• Work order
Look through the records, and wherever the string "item" turns up, copy out that line.

Entries taken from a collection:
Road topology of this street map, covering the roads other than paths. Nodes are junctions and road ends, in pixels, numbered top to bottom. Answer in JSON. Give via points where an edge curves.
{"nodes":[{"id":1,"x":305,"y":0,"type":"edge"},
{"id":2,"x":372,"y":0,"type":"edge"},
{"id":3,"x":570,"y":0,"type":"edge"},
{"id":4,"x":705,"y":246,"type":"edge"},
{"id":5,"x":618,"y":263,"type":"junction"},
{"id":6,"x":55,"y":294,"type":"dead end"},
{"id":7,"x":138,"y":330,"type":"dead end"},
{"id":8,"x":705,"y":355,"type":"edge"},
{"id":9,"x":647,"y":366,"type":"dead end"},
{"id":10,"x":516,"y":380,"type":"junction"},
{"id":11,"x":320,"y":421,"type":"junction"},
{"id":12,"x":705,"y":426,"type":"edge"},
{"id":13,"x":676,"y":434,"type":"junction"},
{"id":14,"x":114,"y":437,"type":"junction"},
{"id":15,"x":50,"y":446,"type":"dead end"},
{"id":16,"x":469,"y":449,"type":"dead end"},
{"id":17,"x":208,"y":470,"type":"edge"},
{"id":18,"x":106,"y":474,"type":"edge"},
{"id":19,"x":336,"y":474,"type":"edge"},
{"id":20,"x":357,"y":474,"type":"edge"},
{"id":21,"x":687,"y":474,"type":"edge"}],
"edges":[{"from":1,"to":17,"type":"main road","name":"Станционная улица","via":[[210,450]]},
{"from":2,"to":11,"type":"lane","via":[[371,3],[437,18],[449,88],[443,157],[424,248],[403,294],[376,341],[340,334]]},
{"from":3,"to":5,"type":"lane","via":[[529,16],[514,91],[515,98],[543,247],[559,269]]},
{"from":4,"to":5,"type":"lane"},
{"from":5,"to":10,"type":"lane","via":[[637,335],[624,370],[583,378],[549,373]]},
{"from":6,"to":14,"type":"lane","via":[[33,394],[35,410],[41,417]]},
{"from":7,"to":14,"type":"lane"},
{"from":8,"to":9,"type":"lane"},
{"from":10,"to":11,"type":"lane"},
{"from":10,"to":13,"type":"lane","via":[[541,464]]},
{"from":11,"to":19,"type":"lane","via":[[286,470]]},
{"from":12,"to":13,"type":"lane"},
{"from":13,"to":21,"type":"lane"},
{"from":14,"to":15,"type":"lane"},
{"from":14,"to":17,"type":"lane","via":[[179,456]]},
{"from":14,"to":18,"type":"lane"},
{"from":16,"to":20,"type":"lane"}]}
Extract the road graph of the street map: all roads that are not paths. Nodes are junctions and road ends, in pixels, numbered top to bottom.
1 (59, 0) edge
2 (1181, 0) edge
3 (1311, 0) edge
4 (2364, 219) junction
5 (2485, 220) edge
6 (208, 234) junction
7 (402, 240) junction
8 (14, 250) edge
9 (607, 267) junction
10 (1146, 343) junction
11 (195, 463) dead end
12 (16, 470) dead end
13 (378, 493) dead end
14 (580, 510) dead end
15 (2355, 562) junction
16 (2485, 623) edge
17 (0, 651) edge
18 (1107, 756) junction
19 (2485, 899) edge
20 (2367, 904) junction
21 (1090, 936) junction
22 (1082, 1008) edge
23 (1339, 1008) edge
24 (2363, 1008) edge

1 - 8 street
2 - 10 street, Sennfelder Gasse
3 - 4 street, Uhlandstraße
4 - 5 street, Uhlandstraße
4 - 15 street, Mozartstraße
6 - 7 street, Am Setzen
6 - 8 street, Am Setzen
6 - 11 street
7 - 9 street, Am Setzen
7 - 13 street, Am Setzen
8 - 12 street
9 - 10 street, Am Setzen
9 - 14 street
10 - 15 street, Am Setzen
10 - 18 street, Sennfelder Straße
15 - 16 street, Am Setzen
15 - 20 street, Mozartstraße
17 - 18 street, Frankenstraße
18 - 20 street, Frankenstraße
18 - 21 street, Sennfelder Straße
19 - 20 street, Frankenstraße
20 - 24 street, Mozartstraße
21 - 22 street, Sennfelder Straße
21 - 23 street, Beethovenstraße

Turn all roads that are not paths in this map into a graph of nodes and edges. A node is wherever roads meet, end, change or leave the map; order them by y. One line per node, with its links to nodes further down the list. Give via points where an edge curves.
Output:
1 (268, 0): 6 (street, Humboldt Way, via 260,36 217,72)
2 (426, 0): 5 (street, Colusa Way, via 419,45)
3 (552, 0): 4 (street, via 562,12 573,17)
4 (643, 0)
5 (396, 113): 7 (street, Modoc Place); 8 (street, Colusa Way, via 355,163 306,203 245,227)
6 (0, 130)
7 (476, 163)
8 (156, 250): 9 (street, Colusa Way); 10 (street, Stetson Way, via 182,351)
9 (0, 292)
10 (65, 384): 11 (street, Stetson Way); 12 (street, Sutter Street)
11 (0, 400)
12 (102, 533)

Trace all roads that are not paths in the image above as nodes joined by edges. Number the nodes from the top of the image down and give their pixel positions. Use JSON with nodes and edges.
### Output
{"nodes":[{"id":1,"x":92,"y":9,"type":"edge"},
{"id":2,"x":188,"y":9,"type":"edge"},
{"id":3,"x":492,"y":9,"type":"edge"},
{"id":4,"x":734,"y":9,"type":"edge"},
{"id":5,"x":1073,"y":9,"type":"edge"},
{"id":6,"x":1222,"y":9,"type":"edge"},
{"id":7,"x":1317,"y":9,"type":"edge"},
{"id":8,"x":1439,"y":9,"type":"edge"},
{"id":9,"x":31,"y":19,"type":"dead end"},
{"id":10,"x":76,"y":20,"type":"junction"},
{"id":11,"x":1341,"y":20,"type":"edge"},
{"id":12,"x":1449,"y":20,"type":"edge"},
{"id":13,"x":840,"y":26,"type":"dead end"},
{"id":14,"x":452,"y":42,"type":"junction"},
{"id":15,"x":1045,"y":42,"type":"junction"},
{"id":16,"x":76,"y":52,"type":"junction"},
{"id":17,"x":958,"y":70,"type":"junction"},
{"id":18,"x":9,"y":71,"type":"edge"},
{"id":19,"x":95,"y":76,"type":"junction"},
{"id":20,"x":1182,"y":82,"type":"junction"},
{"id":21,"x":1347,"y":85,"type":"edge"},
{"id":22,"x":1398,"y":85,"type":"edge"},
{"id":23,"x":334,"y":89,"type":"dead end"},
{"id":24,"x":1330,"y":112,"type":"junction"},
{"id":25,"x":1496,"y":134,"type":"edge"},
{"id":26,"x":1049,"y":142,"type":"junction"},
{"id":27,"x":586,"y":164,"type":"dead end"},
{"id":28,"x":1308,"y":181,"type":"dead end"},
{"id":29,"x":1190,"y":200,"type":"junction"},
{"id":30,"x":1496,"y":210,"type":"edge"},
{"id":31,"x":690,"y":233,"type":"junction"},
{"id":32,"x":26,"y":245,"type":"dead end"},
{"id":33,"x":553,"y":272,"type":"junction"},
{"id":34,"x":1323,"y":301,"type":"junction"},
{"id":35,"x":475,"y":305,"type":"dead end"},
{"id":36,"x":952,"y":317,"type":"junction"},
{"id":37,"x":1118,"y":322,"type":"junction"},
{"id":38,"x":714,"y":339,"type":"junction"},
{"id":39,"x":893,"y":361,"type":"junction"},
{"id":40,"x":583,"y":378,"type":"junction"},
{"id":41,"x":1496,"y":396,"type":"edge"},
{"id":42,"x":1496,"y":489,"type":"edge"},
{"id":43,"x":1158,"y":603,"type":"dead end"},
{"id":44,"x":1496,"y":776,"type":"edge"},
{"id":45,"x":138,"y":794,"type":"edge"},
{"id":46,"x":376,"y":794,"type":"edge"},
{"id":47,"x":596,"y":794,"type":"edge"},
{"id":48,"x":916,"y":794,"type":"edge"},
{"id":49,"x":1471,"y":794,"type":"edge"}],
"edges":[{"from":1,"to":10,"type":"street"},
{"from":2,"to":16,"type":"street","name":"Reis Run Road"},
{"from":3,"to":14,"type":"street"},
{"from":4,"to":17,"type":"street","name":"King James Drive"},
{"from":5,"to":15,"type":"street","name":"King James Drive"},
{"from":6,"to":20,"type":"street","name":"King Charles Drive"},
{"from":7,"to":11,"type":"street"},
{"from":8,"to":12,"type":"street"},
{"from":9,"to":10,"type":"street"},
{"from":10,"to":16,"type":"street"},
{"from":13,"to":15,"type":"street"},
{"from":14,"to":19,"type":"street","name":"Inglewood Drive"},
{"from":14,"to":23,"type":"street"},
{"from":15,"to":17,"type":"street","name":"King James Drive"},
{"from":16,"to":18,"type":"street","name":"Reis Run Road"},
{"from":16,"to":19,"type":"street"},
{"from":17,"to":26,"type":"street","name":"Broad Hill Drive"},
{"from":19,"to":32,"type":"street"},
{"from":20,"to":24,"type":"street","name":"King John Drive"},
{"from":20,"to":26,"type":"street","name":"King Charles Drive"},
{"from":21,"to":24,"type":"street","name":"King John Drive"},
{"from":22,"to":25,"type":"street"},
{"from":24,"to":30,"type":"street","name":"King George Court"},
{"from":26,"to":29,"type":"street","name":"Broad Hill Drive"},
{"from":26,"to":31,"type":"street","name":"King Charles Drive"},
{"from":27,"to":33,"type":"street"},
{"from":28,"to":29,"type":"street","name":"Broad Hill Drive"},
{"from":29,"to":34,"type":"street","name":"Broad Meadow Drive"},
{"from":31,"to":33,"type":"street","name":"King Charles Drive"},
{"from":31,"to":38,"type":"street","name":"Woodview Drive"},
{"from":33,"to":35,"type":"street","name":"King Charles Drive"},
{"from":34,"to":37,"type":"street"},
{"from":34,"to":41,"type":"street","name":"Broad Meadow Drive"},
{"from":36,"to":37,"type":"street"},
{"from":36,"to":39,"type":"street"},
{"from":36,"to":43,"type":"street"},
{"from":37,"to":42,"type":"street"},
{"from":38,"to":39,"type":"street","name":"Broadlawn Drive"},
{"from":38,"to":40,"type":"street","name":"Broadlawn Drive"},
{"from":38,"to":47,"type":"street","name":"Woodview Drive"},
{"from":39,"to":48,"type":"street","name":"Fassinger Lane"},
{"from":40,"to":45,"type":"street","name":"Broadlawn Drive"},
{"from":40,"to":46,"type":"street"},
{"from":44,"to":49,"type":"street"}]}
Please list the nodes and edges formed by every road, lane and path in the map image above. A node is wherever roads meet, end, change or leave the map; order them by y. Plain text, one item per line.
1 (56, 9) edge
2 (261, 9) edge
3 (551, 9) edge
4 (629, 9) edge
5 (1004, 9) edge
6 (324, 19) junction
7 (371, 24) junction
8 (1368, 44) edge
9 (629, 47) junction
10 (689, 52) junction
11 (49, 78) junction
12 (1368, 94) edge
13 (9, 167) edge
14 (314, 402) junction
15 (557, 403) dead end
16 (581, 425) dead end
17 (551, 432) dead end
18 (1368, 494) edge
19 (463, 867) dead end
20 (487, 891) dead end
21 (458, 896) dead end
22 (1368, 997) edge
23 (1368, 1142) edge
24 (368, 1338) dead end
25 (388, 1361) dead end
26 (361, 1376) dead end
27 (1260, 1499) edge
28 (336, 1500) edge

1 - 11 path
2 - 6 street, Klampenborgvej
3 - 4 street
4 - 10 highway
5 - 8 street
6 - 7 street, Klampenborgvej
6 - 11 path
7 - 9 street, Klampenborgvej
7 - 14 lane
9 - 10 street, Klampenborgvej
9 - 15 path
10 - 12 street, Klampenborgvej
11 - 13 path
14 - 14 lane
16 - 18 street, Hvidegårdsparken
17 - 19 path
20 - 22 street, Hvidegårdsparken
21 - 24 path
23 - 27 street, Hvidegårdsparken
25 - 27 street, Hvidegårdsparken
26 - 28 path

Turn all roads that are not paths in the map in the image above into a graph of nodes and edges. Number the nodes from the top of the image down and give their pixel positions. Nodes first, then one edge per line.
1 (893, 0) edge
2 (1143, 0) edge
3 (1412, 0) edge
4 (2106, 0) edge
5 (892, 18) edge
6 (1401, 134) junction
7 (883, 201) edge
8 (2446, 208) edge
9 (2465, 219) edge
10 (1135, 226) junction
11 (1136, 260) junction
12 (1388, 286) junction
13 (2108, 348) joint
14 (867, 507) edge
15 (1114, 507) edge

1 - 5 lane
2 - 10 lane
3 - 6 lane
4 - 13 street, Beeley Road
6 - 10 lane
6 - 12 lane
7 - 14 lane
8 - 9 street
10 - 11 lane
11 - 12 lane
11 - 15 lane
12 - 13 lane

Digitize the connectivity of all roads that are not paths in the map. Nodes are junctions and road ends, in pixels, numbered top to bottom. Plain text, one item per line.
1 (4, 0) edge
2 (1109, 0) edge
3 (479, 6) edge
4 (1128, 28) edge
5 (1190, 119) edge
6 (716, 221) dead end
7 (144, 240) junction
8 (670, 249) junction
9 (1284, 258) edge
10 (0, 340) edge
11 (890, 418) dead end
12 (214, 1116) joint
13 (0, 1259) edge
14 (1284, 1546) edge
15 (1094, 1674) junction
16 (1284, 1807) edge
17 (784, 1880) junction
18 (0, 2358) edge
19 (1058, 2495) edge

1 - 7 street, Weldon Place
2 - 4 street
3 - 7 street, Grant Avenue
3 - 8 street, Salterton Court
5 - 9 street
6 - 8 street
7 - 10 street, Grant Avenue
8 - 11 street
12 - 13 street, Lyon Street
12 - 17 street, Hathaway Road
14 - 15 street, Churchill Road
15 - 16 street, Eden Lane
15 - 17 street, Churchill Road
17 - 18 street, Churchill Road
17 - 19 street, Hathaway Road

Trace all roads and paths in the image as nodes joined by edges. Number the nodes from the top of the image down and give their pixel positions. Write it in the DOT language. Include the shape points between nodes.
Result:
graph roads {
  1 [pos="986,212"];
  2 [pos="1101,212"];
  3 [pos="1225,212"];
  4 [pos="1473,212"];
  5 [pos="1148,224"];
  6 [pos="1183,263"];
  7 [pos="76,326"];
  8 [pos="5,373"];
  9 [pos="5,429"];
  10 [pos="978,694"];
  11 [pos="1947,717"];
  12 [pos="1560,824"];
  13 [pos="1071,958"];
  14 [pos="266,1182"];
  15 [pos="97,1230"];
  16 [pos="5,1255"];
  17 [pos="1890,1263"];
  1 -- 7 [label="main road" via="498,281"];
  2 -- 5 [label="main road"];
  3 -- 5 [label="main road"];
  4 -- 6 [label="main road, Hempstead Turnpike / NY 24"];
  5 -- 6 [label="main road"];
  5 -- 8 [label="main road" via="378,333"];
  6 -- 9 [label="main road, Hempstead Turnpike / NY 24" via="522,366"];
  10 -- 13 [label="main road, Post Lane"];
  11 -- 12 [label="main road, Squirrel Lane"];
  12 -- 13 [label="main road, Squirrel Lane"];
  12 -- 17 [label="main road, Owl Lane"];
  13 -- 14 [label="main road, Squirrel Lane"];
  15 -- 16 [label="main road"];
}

• Task result
Please list the nodes and edges formed by every road, lane and path in the map image above. A node is wherever roads meet, end, change or leave the map; order them by y. Plain text, one item per line.
Digitize the connectivity of all roads that are not paths in the map. Nodes are junctions and road ends, in pixels, numbered top to bottom. Plain text, one item per line.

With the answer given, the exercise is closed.